Klithih yang melibatkan pelajar usia SMA tentu saja membuat banyak pihak harus mengelus dada, prihatin sekaligus kecewa. Perilaku yang jauh dari kata beradab dan berpendidikan sungguh mencoreng citra baik bangsa.
Padahal, pemerintah melalui Peraturan Menteri Pendidikan dan Kebudayaan Nomor 22 tahun 2020 telah berupaya menjaga, memperbaiki dan mewujudkan karakter pelajar dalam profil pelajar Pancasila. Profil pelajar Pancasila adalah sebuah perwujudan pelajar Indonesia yang memiliki kompetensi global dan berperilaku sesuai dengan nilai-nilai Pancasila.
Urgensi dari profil pelajar Pancasila menjadi makin nyata pasca munculnya aksi klithih di Yogyakarta yang telah merenggut nyawa seorang penerus bangsa. Enam ciri dari profil pelajar Pancasila yakni (1) Bertakwa kepada Tuhan YME dan berakhlak mulia; (2) Berkebinekaan global; (3) Bergotong royong; (4) Mandiri; (5) Bernalar kritis; (6) Kreatif, diyakini mampu menghentikan aksi klithih jika dapat diajarkan secara intensif kepada seluruh pelajar di Indonesia umumnya, dan Yogyakarta khususnya.
Bertakwa kepada Tuhan YME dan berakhlak mulia, sebagai ciri profil pelajar Pancasila memiliki lima elemen kunci, yakni akhlak beragama, akhlak pribadi, akhlak kepada manusia, akhlak kepada alam dan akhlak bernegara. Aksi klithih jelas tidak mencerminkan takwa kepada Tuhan dan akhlak mulia, karena aksi klithih sarat akan kekerasan yang tidak jarang berakhir dengan penyiksaan fisik.
Dalam perspektif mubadalah pun, aksi klithih tidak mendapatkan pembenaran karena telah keluar dari visi besar Islam yang rahmatan lil alamin, dan misi besar kenabian Muhammad, yakni akhlakul karimah.

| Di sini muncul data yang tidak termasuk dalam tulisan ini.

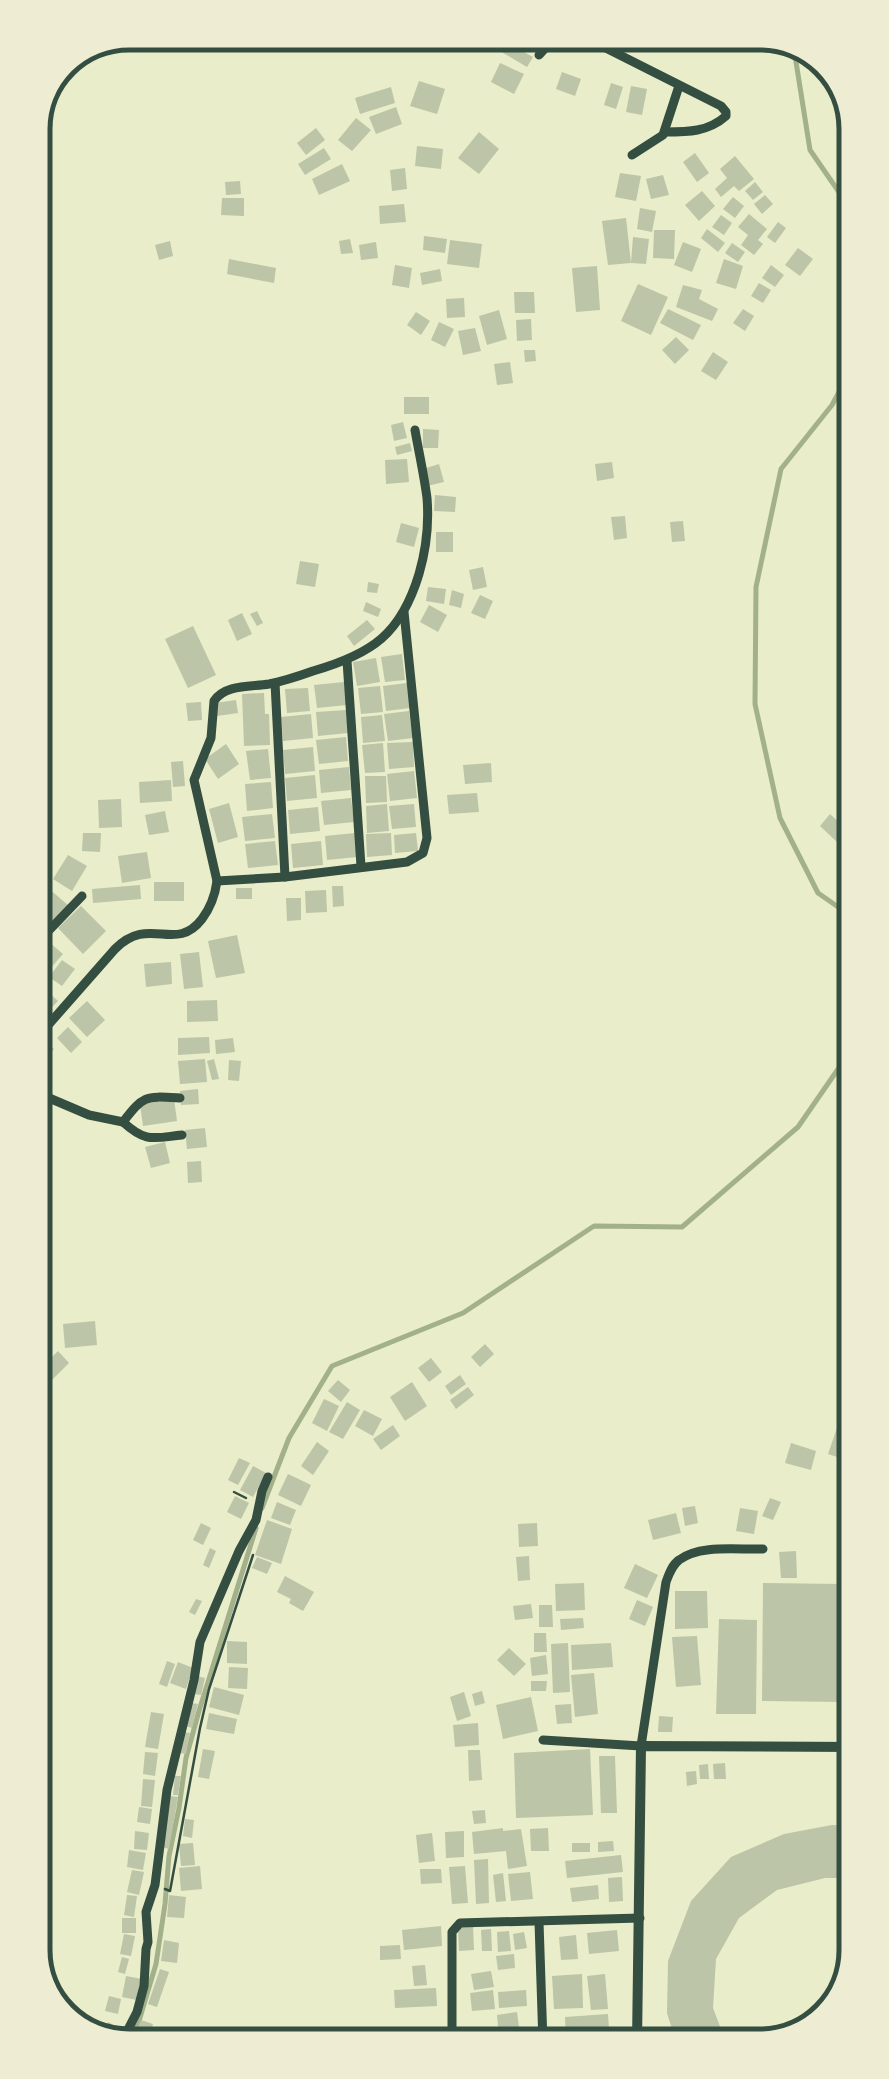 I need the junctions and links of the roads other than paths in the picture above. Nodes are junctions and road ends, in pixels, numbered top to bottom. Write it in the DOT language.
graph roads {
  1 [pos="543,50"];
  2 [pos="609,50"];
  3 [pos="538,55"];
  4 [pos="679,86"];
  5 [pos="664,132"];
  6 [pos="632,155"];
  7 [pos="415,430"];
  8 [pos="404,612"];
  9 [pos="347,662"];
  10 [pos="275,683"];
  11 [pos="361,866"];
  12 [pos="285,877"];
  13 [pos="218,882"];
  14 [pos="82,896"];
  15 [pos="50,929"];
  16 [pos="50,1023"];
  17 [pos="50,1098"];
  18 [pos="180,1098"];
  19 [pos="123,1122"];
  20 [pos="182,1136"];
  21 [pos="268,1477"];
  22 [pos="763,1550"];
  23 [pos="543,1740"];
  24 [pos="641,1746"];
  25 [pos="839,1746"];
  26 [pos="640,1918"];
  27 [pos="539,1922"];
  28 [pos="128,2029"];
  29 [pos="452,2029"];
  30 [pos="543,2029"];
  31 [pos="637,2029"];
  1 -- 3 [label="street"];
  2 -- 4 [label="street"];
  4 -- 5 [label="street"];
  4 -- 5 [label="street"];
  5 -- 6 [label="street"];
  7 -- 8 [label="street"];
  8 -- 9 [label="street"];
  8 -- 11 [label="street"];
  9 -- 10 [label="street"];
  9 -- 11 [label="street"];
  10 -- 12 [label="street"];
  10 -- 13 [label="street"];
  11 -- 12 [label="street"];
  12 -- 13 [label="street"];
  13 -- 16 [label="street"];
  14 -- 15 [label="street"];
  17 -- 19 [label="street"];
  18 -- 19 [label="street"];
  19 -- 20 [label="street"];
  21 -- 28 [label="street"];
  22 -- 24 [label="street"];
  23 -- 24 [label="street"];
  24 -- 25 [label="street"];
  24 -- 26 [label="street"];
  26 -- 27 [label="street"];
  26 -- 31 [label="street"];
  27 -- 29 [label="street"];
  27 -- 30 [label="street"];
}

Ciri kedua dari profil pelajar Pancasila adalah berkebhinekaan global, dimana pelajar Indonesia diminta untuk terus mempertahankan budaya luhur, lokalitas, dan identitasnya, namun tetap berfikiran terbuka dalam berinteraksi dengan sesamanya.
Kekerasan yang terjadi dalam tiap aksi klithih sudah pasti bukan merupakan budaya luhur, lokalitas dan identitas bangsa Indonesia, karena Indonesia adalah bangsa yang menjunjung tinggi moralitas budaya, kearifan lokal bangsa, serta menjaga marwah identitas bangsanya.

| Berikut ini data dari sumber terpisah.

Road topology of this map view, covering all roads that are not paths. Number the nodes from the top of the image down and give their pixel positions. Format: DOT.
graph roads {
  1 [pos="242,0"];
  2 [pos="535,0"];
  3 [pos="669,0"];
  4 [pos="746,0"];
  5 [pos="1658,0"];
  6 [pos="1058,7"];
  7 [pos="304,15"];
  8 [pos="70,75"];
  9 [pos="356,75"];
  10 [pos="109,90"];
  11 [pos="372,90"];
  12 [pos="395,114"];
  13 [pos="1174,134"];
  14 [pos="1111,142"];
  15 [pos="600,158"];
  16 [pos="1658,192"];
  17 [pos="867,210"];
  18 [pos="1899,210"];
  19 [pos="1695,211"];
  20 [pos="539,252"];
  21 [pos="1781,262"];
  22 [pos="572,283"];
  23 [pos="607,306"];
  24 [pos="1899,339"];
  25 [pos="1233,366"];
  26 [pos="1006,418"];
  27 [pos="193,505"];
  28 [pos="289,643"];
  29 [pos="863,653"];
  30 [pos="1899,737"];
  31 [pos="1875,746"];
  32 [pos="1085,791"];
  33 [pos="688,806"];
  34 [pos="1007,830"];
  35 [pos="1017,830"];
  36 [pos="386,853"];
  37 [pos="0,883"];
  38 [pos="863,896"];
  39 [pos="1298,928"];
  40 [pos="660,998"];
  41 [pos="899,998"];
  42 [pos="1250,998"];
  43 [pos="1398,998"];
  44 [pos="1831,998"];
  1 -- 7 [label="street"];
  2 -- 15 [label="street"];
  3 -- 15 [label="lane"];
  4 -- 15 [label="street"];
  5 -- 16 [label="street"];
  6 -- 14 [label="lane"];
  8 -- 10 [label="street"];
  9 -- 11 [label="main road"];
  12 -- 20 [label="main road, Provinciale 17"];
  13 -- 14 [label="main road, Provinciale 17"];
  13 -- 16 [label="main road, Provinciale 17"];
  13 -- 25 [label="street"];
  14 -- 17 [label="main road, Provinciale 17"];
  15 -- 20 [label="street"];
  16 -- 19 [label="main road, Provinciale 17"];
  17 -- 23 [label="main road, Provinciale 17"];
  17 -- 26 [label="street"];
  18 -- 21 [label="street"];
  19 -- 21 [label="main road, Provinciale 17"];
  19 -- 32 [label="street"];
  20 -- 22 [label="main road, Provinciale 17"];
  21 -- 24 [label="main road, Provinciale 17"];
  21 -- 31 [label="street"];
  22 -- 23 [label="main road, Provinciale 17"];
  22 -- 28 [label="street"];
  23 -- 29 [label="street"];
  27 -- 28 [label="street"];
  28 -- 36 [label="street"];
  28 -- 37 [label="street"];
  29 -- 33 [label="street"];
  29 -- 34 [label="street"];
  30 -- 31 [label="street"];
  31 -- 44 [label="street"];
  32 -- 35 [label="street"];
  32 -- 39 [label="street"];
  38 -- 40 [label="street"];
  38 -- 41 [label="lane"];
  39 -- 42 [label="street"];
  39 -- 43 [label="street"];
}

Gotong royong dengan titik tekan pada kepedulian menjadi ciri profil pelajar Pancasila selanjutnya. Hal ini juga tidak tersirat dalam aksi klithih yang dilakukan oleh para pelajar. Bagaimana tidak, aksi kekerasan dengan menghantamkan gir kepada sesamanya hingga berujung maut jelas tidak mencerminkan sebuah sikap peduli antar sesamanya.
Disusul dengan mandiri yang menjadi ciri profil pelajar Pancasila keempat dengan titik tekan pada sikap tanggung jawab, kesadaran diri dan regulasi atas diri. Menurut hal inipun para pelaku klithih masih jauh dari sikap tanggung jawab baik kepada korbannya maupun terhadap dirinya sendiri.

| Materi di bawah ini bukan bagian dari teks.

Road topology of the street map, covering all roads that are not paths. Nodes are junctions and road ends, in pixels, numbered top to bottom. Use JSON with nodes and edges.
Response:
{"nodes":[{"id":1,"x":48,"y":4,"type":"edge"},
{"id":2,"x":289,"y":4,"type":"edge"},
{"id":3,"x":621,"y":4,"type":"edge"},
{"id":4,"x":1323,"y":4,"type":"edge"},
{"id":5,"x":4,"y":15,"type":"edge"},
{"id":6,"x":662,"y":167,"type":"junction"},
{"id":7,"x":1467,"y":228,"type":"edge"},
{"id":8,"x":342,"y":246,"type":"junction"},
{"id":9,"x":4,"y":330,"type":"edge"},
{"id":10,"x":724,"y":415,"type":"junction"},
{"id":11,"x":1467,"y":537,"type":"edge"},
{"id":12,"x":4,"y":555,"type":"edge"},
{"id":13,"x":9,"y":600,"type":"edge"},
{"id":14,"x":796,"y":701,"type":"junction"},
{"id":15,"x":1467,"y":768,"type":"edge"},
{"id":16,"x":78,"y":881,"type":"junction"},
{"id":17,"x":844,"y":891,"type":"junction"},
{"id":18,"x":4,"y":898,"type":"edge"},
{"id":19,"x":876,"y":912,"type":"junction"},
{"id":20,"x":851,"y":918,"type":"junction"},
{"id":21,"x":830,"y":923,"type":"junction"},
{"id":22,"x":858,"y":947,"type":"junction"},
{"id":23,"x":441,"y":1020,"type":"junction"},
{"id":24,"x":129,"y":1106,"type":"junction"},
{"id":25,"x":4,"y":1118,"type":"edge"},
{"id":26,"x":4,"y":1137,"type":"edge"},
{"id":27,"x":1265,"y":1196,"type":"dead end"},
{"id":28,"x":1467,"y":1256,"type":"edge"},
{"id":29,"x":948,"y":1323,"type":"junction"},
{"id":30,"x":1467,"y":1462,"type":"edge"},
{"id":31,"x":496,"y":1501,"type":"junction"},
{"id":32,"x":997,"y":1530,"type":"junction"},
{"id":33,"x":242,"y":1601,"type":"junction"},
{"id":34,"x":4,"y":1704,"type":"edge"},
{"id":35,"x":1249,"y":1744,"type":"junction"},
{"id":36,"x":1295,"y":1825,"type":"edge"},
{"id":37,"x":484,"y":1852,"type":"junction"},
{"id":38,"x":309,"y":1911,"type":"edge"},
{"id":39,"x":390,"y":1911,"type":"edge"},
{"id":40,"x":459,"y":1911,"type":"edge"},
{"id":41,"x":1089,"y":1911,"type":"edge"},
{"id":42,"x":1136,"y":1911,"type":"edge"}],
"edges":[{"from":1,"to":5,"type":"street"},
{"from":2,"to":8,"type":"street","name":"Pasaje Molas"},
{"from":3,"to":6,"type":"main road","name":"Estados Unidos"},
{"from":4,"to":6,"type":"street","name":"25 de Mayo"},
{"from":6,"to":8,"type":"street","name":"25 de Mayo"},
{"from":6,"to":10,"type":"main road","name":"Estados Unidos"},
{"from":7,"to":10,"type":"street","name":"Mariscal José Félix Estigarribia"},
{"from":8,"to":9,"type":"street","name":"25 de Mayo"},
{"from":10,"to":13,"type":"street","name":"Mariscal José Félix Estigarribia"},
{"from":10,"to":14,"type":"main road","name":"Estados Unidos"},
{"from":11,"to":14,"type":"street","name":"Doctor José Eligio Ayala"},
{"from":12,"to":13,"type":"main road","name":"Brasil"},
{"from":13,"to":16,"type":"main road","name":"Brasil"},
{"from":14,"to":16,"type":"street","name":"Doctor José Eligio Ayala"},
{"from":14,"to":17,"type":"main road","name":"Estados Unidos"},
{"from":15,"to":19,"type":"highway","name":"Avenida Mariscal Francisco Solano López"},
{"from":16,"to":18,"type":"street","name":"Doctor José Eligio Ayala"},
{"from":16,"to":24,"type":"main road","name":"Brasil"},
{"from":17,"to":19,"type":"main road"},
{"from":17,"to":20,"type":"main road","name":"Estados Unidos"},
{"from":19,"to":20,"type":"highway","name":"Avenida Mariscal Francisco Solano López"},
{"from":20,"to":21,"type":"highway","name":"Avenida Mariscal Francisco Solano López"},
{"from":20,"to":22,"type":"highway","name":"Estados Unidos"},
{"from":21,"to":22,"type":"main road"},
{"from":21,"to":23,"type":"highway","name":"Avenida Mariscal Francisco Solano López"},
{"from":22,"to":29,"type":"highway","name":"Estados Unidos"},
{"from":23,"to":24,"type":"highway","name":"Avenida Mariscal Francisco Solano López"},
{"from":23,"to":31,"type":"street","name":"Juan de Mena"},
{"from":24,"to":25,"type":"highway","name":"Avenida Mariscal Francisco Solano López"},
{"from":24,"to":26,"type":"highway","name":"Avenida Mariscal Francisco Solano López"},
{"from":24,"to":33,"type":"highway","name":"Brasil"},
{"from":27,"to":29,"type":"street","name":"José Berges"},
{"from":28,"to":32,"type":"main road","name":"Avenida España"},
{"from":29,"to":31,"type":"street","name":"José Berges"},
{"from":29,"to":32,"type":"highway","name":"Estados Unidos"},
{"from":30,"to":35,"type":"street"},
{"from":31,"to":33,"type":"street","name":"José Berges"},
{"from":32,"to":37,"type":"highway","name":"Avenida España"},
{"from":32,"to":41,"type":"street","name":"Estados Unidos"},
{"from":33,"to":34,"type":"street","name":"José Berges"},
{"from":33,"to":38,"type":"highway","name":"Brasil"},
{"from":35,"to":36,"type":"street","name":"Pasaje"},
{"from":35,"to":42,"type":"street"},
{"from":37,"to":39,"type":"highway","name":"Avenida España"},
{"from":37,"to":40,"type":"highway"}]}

Dua ciri terakhir dari profil pelajar Pancasila yakni bernalar kritis dan kreatif dengan titik tekan pada kemampuan memproses informasi dari tahap menganalisis dan mengevaluasi penalaran, merefleksi pemikiran dan proses berfikir, sehingga mampu mengambil keputusan untuk memodifikasi dan menghasilkan sesuatu yang bermakna, bermanfaat, dan berdampak.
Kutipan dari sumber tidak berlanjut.